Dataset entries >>
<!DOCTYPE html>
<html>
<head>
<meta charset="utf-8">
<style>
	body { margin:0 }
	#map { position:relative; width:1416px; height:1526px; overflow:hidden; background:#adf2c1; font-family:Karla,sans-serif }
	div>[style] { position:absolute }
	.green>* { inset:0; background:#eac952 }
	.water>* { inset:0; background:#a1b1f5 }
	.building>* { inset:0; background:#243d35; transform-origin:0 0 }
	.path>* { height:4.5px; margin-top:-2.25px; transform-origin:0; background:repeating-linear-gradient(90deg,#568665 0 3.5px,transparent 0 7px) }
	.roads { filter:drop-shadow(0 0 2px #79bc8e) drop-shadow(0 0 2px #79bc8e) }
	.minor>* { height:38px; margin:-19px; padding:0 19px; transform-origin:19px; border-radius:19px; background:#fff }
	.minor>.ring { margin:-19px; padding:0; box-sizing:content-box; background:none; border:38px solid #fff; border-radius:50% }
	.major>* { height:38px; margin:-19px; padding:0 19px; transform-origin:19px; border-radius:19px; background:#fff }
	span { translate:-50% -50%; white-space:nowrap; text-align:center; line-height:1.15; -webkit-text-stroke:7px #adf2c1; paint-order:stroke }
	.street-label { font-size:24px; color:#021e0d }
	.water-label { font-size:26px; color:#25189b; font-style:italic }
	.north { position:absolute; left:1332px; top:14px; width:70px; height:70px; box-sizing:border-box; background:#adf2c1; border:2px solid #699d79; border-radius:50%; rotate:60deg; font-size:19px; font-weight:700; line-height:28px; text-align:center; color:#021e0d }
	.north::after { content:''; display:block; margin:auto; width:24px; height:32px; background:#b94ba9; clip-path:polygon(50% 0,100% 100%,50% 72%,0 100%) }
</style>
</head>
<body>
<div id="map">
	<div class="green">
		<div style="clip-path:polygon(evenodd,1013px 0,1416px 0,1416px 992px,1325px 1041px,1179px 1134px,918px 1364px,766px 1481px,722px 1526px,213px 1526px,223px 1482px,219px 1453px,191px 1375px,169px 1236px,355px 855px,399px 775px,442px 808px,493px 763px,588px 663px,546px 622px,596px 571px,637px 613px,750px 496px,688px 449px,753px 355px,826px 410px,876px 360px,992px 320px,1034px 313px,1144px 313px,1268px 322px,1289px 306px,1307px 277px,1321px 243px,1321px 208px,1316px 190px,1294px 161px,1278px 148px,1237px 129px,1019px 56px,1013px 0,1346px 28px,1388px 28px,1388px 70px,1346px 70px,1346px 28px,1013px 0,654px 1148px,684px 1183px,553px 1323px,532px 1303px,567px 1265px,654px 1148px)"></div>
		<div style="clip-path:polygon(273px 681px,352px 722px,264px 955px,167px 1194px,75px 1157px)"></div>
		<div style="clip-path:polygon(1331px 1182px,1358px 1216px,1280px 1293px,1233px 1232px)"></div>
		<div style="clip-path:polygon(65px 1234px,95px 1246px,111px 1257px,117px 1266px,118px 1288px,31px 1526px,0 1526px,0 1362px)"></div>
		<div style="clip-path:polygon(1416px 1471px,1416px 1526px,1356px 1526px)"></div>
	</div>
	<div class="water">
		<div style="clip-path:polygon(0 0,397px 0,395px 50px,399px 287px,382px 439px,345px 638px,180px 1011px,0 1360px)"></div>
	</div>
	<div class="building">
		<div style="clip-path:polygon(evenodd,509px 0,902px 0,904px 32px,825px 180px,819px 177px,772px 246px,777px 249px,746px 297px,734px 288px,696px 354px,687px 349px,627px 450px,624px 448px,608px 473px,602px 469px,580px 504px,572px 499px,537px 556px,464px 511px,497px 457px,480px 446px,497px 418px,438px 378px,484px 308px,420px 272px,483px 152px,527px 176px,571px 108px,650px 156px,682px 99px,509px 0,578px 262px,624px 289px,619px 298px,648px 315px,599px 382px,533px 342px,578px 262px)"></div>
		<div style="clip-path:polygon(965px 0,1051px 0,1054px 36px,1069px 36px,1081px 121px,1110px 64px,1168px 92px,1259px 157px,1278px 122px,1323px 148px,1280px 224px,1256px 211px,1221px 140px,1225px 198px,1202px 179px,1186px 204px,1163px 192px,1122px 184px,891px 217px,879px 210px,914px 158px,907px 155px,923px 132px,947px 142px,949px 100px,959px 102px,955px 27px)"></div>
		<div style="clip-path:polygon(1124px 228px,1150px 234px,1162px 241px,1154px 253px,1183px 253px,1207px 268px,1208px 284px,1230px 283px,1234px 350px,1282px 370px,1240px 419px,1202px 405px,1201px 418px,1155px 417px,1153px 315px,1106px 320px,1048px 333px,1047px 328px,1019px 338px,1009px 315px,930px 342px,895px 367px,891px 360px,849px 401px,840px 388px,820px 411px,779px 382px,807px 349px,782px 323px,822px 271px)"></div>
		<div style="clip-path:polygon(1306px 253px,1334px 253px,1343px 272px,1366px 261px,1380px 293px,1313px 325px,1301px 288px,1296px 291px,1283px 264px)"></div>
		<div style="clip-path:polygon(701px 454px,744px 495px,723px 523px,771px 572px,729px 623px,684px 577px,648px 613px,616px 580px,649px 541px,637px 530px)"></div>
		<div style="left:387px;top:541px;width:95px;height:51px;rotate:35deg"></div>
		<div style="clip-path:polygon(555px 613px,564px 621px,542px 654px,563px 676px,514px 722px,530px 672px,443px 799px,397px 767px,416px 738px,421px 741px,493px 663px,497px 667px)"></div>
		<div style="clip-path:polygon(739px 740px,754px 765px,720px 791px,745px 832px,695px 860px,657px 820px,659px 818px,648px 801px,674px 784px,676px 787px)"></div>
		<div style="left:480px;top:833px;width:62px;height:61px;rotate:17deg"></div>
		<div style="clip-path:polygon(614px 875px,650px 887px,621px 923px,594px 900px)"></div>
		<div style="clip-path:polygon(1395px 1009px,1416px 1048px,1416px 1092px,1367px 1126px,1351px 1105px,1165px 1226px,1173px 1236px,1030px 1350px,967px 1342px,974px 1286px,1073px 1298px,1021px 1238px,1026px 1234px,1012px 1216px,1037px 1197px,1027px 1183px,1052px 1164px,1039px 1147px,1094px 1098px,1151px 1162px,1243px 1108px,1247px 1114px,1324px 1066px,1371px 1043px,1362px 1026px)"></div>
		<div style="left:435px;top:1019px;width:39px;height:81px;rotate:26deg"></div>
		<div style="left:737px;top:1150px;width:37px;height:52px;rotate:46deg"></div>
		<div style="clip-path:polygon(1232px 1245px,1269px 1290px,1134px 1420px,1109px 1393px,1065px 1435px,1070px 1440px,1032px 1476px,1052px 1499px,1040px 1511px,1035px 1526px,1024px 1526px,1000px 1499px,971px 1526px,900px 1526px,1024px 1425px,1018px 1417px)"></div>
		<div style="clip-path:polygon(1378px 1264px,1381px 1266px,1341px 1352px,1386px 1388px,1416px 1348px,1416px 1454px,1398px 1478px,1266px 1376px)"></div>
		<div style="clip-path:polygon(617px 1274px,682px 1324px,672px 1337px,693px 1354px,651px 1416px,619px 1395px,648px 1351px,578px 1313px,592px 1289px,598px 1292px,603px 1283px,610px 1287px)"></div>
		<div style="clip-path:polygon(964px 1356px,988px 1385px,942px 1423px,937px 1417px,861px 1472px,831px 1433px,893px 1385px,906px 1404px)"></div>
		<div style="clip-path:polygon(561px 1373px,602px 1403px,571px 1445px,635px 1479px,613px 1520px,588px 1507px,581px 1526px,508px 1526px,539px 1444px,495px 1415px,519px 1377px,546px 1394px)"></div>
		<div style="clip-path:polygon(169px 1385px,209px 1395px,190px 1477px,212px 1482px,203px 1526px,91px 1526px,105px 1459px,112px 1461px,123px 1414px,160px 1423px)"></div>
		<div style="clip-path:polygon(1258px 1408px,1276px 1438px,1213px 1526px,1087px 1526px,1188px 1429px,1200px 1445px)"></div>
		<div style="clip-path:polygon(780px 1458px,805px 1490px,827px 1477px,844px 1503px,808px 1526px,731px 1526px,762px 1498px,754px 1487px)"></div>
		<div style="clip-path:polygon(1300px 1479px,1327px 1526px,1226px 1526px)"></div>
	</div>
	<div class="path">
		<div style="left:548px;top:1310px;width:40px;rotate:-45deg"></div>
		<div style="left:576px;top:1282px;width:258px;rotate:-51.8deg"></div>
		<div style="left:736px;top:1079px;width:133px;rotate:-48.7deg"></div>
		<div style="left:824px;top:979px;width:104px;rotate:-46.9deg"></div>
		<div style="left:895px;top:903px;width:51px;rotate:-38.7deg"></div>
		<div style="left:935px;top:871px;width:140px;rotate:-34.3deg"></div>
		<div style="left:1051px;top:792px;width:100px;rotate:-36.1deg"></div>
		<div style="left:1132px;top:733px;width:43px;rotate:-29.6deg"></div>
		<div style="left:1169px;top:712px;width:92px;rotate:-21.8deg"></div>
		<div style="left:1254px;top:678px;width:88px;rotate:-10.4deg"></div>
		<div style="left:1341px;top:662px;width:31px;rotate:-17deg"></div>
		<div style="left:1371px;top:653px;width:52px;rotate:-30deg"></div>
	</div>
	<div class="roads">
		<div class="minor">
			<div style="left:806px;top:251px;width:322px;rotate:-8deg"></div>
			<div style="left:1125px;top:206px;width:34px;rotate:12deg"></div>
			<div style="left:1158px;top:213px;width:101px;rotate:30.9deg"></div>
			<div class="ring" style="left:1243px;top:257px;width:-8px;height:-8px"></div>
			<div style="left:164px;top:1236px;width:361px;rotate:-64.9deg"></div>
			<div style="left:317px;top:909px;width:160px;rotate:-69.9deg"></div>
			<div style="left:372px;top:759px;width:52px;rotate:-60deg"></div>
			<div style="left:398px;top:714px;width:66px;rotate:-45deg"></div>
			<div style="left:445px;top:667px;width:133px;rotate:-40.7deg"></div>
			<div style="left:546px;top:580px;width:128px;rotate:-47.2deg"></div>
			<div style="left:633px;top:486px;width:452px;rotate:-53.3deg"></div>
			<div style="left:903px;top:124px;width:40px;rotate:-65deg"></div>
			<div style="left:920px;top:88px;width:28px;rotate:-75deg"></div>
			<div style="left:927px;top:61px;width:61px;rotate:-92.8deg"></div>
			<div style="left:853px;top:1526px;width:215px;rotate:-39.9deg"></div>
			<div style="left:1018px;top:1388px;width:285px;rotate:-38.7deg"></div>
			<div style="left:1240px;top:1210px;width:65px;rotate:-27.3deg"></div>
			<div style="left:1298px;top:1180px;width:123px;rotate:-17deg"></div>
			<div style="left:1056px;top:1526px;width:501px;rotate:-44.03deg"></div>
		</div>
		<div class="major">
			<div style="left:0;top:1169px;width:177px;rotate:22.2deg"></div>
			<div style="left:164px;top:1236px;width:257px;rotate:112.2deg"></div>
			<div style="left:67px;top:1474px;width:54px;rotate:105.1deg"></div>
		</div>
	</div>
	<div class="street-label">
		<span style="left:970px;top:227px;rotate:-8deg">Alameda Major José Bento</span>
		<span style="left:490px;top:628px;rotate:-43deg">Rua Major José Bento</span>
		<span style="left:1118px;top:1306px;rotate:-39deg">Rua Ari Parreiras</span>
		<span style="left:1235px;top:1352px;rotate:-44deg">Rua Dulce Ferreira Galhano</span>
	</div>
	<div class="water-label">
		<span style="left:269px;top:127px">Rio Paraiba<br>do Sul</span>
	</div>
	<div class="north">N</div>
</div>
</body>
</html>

WHAT IS NEEDED >> Would you print exactly, and only, the lines of the data above from the line with "position:relative; width:1416px; height:1526px;" through the line with "position:absolute; left:1332px; top:14px;", inclusive?

REPLY >>
	#map { position:relative; width:1416px; height:1526px; overflow:hidden; background:#adf2c1; font-family:Karla,sans-serif }
	div>[style] { position:absolute }
	.green>* { inset:0; background:#eac952 }
	.water>* { inset:0; background:#a1b1f5 }
	.building>* { inset:0; background:#243d35; transform-origin:0 0 }
	.path>* { height:4.5px; margin-top:-2.25px; transform-origin:0; background:repeating-linear-gradient(90deg,#568665 0 3.5px,transparent 0 7px) }
	.roads { filter:drop-shadow(0 0 2px #79bc8e) drop-shadow(0 0 2px #79bc8e) }
	.minor>* { height:38px; margin:-19px; padding:0 19px; transform-origin:19px; border-radius:19px; background:#fff }
	.minor>.ring { margin:-19px; padding:0; box-sizing:content-box; background:none; border:38px solid #fff; border-radius:50% }
	.major>* { height:38px; margin:-19px; padding:0 19px; transform-origin:19px; border-radius:19px; background:#fff }
	span { translate:-50% -50%; white-space:nowrap; text-align:center; line-height:1.15; -webkit-text-stroke:7px #adf2c1; paint-order:stroke }
	.street-label { font-size:24px; color:#021e0d }
	.water-label { font-size:26px; color:#25189b; font-style:italic }
	.north { position:absolute; left:1332px; top:14px; width:70px; height:70px; box-sizing:border-box; background:#adf2c1; border:2px solid #699d79; border-radius:50%; rotate:60deg; font-size:19px; font-weight:700; line-height:28px; text-align:center; color:#021e0d }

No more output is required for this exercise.